Being Default Alive or being Default Dead, was a concept I felt was crucial for any startup to ask themselves before setting up meetings with different VC firms. It seems simple on the surface. But many startups may like to think to think they are Default Alive, however potential partners will see right through the façade.
I’m quite aware that the notion of Default Alive or Default Dead isn’t as well-known or generally accepted as I personally feel it needs to be. But, as entrepreneurs throughout the world face problems they’ve never faced before, it’s more imperative today than ever for them to begin posing the very important question…Is my startup Default Alive or Default Dead?
The creator of life and death
The term Default Alive and Default Dead was originally coined by the legendary entrepreneur, founder and investor Paul Graham. The term was mainly applied to startups, however can be used for projects and for strategical change.
The first question Graham asks nearly every business founder he encounters, as he describes in his 2015 essay, is simple: “Are you Default Alive or Default Dead?” Graham is specifically interested in determining if the company is on track to becoming profitable before running out of cash. He does this based on current costs, growth rate, and cash on hand.
In simple terms: If businesses were predicted to make profits with the resources, they currently have access to, they would have the privilege of calling themselves Default Alive. But to those startups that may seem like they are on the verge of burning through all their cash, and missing out on profitability, they would ultimately be Default Dead.
Graham is fascinated by the Default Alive and Default Dead topic for two reasons. One, knowing the answer of where you stand on the topic (which about 50% of founders ever really know the answer) shows that they take tracking their progress tracking very seriously, which is critical for success. Second, depending on whether the founder is Default Alive or Default Dead, Graham’s following dialogue with them alters considerably.
The conversation can either go:
Default Alive: Discussing fresh ideas, and identifying ways to grow the business further.
Default Dead: A conversation on ways on how to avoid the running out of cash and meeting dead in the process.
Life and Death: how do we calculate it?
You’ll need four criteria to determine if your company is Default Alive or Default Dead:
- What is my overall expenses?
- What is my overall revenue?
- What is my growth rate looking like?
- What are my current available funds?
Assume your company generates £100 in revenue each week, and is expanding 5% a week, and has £500 in fixed weekly costs. You’ll attain profitability in 34 weeks, with income of around £500.34 in Week 34, slightly over your £500 in weekly costs.

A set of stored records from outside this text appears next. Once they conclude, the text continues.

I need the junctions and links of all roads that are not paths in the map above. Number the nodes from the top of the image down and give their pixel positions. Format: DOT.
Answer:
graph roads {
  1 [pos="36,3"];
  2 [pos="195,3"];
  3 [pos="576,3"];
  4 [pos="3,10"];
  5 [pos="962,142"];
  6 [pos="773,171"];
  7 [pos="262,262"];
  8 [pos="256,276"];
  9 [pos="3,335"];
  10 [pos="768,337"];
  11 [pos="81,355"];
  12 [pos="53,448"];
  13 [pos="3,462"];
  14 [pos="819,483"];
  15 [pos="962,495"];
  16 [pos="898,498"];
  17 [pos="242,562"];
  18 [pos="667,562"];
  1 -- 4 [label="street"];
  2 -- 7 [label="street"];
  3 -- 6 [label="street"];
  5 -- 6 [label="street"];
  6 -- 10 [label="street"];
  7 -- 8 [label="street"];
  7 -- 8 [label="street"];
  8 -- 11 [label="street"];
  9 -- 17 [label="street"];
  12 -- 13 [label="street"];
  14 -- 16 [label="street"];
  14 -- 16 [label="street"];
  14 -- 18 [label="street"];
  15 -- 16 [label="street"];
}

This is when having cash on hand comes in handy. You’ll spend £17,000 on fixed expenditures throughout these 34 weeks to attain profitability, but only make £8,506 in revenue. This leaves a £8,494 shortfall.
Knowing your numbers
Trevor Blackwell has built a straightforward calculator for folks who aren’t great fans of arithmetic or spreadsheets to help them figure out how much cash they need to be classified Default Alive or Default Dead.
Almost every industry agrees that things are likely to grow more challenging in the near future. It will be increasingly difficult to obtain financing. Becomes far harder to sell. It will be much more difficult to establish a supply chain. The current state of the global economy, impacts many businesses on such a large scale. Everyone bears the brunt of the consequences.

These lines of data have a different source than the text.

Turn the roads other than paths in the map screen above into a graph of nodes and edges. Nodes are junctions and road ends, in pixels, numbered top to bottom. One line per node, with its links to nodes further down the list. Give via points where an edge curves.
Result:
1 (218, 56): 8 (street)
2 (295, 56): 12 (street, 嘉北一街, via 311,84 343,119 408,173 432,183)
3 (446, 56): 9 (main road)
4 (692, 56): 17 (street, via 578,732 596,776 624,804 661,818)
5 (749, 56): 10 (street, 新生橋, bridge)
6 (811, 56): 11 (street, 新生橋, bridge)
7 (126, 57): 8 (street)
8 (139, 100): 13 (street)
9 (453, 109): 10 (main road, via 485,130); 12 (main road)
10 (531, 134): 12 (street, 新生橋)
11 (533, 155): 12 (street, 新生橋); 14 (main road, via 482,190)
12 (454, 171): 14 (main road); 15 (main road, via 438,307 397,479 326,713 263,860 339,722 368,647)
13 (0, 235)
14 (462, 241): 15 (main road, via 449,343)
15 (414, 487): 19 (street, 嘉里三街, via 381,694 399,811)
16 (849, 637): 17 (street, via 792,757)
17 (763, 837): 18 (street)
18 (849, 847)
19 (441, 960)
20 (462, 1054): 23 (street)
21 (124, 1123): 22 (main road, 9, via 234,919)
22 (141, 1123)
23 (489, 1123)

This is why recognising whether you’re Default Alive or Default Dead is more crucial than ever. When you’re gambling your life’s work onto a new business venture, even the tiniest change in one key measure might spell the difference between life and death for your business. So be prepared for the worst, have contingency plans. Most importantly, be sure to calculate your numbers and determine sooner rather than later, whether your startup could see eventual profitability.

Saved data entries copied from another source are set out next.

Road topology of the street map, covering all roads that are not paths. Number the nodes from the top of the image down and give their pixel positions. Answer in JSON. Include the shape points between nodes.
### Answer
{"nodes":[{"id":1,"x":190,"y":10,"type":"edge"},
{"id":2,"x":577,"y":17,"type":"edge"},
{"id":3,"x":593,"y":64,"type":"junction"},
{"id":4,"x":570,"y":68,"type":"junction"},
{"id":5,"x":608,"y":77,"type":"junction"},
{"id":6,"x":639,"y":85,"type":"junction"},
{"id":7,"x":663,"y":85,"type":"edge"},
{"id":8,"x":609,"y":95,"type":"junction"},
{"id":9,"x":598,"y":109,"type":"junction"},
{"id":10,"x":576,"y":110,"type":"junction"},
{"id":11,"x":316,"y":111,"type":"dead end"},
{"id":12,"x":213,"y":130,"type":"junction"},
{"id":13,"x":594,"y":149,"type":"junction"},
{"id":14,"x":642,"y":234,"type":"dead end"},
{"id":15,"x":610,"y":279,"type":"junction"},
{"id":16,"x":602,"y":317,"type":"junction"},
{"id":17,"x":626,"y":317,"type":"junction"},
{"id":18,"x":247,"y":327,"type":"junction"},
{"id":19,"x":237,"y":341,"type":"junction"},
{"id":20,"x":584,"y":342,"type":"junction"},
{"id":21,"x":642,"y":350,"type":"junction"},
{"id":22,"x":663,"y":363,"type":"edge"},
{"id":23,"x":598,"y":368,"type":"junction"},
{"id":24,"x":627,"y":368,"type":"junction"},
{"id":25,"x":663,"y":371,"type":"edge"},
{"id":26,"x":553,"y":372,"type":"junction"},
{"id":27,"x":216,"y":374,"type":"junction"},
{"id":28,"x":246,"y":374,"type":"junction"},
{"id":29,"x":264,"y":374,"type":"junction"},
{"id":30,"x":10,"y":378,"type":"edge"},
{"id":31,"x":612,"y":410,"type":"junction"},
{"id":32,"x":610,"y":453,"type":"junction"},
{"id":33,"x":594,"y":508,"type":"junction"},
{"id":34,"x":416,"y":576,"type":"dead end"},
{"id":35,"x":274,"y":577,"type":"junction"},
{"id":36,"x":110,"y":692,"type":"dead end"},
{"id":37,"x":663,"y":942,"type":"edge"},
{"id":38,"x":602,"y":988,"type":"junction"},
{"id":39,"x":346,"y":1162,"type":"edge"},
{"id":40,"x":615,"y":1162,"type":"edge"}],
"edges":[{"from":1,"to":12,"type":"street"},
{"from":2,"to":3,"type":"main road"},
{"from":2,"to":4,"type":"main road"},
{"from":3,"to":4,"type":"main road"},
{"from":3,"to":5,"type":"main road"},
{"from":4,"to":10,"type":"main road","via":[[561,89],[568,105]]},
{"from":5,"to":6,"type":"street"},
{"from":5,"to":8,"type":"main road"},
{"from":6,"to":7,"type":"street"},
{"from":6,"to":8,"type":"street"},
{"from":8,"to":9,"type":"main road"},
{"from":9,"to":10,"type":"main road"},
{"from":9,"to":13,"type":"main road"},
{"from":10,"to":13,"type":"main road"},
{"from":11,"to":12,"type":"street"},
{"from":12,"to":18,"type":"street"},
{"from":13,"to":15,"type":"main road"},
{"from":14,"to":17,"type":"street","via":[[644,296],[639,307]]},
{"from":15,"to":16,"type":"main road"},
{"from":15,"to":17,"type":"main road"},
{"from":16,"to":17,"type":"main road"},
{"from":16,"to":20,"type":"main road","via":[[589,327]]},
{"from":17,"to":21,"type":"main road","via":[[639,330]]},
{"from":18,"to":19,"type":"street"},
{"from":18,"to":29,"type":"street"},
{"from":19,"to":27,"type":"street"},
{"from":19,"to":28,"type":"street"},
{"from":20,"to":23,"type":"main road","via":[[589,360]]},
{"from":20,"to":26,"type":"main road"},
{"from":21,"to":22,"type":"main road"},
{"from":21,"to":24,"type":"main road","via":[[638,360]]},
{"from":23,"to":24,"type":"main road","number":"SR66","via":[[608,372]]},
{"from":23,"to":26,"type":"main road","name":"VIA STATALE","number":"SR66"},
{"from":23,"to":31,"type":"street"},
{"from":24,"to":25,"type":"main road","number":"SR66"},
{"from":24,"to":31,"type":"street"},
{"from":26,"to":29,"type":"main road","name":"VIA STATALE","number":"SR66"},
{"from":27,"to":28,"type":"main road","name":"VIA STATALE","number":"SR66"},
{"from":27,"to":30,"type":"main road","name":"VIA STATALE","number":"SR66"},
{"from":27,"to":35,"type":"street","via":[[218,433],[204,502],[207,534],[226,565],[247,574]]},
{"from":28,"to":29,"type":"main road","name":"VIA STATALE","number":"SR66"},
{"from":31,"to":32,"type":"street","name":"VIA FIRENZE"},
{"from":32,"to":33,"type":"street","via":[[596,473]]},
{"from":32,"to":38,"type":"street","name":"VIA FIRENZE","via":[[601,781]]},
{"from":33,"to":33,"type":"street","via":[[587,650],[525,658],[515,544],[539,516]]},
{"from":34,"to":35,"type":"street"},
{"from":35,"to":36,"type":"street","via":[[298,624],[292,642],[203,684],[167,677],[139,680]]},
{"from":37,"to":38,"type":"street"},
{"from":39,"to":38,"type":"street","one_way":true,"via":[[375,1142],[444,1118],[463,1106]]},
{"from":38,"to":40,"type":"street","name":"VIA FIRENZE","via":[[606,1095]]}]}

Keeping on track with the numbers
Here are five areas that may help you keep you stay the course on becoming Default Alive:
- Plan out your milestones
- Keep a record of metrics and break them down
- Start visualising the metrics and track whether you’re able to breakeven
- Get in the habit of monitoring your metrics
- Reorganise your metrics and update them if necessary
With the present status of the global economy and political landscape, your company’s vitals will undoubtedly change regularly. The change within your business is inevitable, if we’re being honest. But it’s not acceptable to make major transformation within your business as a way to ignore your data.
In order to avoid missing your turn, make sure your keeping track of where you’re going. Always make sure you’re checking your directions and taking the best route to get to your final destination. The most effective method of getting there, is by constantly reminding yourself: Am I Default Alive or Default Dead?